BOSTON – There still is no Kevin Garnett. There may be no more Leon Powe. Rajon Rondo is playing on an extremely gimpy ankle – and Paul Pierce loves where the Boston Celtics are in their entertaining first-round playoff series with the Chicago Bulls.
“I think we feel very confident because we feel like we haven’t played good basketball yet," Pierce said on Monday, after the Celtics eked out a 118-115 victory over the Bulls to square the series at 1-1 on a Ray Allen 3-pointer with two seconds left. “We win [Game 2] and we feel like we should have won Game 1 and we just say, ‘I feel like this is pretty much our ‘C’ game. We are not a team that gives up 100 points in consecutive games. I think our best is yet to come.”
The great unknown, of course, is whether this actually is as good as the Celtics can play – it’s hard, for instance, to see how Rondo can play any better – because, without Garnett, they are a much different defensive team. And that is where they are getting abused. The Bulls have already stolen home-court advantage and have succeeded in getting the Celtics to play an up-tempo game in both games. Should that trend continue, you have to like Chicago’s chances with its superior youth and athleticism. Clearly, playing in Boston does not rattle these guys.
Pierce is right; the Celtics have not played well in either game. And yet had Pierce himself not missed a free throw at the end of Game 1, the Celtics might be heading to the City of Broad Shoulders with a 2-0 lead. Then again, had the Bulls not treated a defensive rebound like it was some kind of radioactive orb, Chicago might be heading home with a 2-0 lead.

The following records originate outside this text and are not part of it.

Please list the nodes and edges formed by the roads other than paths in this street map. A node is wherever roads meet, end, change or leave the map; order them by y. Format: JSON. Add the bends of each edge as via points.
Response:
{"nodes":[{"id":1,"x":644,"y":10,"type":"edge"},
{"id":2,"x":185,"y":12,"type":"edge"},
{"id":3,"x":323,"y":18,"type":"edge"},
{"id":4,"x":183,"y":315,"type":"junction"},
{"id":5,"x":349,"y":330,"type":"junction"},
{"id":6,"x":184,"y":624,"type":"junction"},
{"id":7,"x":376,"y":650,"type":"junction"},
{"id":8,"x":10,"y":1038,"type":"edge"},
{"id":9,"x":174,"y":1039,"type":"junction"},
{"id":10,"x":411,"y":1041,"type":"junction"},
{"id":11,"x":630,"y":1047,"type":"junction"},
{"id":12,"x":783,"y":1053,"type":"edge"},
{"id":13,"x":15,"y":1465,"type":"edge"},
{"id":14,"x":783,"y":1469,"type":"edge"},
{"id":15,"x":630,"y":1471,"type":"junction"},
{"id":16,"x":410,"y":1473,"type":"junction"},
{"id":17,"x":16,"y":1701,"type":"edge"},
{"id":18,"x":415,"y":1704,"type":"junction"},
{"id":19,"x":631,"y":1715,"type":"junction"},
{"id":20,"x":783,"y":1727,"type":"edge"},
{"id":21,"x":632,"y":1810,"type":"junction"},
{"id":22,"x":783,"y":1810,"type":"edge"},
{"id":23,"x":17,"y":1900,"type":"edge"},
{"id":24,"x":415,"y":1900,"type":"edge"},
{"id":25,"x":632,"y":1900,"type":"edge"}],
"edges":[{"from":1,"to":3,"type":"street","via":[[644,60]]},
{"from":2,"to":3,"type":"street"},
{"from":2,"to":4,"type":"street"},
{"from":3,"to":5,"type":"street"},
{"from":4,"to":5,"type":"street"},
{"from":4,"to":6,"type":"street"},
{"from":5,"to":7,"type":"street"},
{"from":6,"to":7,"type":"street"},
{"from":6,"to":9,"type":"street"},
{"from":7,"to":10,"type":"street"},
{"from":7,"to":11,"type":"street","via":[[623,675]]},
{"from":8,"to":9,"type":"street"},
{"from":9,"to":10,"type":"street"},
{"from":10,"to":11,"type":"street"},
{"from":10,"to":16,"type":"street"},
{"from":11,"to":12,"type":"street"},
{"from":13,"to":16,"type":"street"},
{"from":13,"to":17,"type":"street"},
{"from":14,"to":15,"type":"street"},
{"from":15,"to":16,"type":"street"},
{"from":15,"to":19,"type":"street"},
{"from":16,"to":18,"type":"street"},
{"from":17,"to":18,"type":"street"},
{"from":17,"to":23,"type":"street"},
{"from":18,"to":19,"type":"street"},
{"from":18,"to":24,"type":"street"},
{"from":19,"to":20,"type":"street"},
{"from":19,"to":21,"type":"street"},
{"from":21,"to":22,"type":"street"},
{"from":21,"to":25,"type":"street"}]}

The highlights of this one will feature an epic mano-a-mano between UConn alums Allen (30 points, 28 in the second half) and Ben Gordon (42 points, 25 in the second half). Allen’s emergence came after he had gone 1-of-12 in the first game and 1-of-4 in the first half of Game 2. With Pierce curiously hesitant and tentative all night, Doc Rivers told his team at halftime, “I need one volunteer: one volunteer to step up and score for us. And it was Ray.” Indeed it was.
“I never think I’m not in my rhythm," Allen said in typical shooter-speak.
There will be a proper amount of slobbering over the brilliant play of Rondo, who had a triple double (19 points, 16 assists, 12 rebounds) and played the entire second half because Rivers was afraid that if he rested him, the kid’s ankle would swell like a balloon. Rondo was a tsunami in the first seven minutes of the game, succeeding in getting both opposing point guards in foul trouble while taking the game right to the Bulls. “It’s the best I’ve ever seen him play,’’ Rivers said.
There will be some attention devoted to the Bulls’ shot-blocking prowess and to the emergence of Glen "Big Baby” Davis, who submitted Garnett-like numbers (26 points, nine rebounds) in the role he refers to as “The Ticket Stub.”
But the reason this series is going to Chicago knotted at 1-1 can be summed up in one word – rebounding. The Celtics mauled the Bulls on the offensive glass, collecting 21 offensive rebounds, which led to a revealing and ultimately decisive 32-12 advantage in second-chance points. Eleven of those 32 points came in the fourth quarter, including Allen’s penultimate 3-pointer, which erased a 113-112 Chicago lead with 25.3 seconds left.
“The key,’’ Rivers said. He didn’t say “a key.” He said, “the key.” And he was right. Chicago controlled the glass in Game 1, to the point where Kendrick Perkins said he couldn’t sleep, lest he see visions of Joakim Noah flying over him for a rebound.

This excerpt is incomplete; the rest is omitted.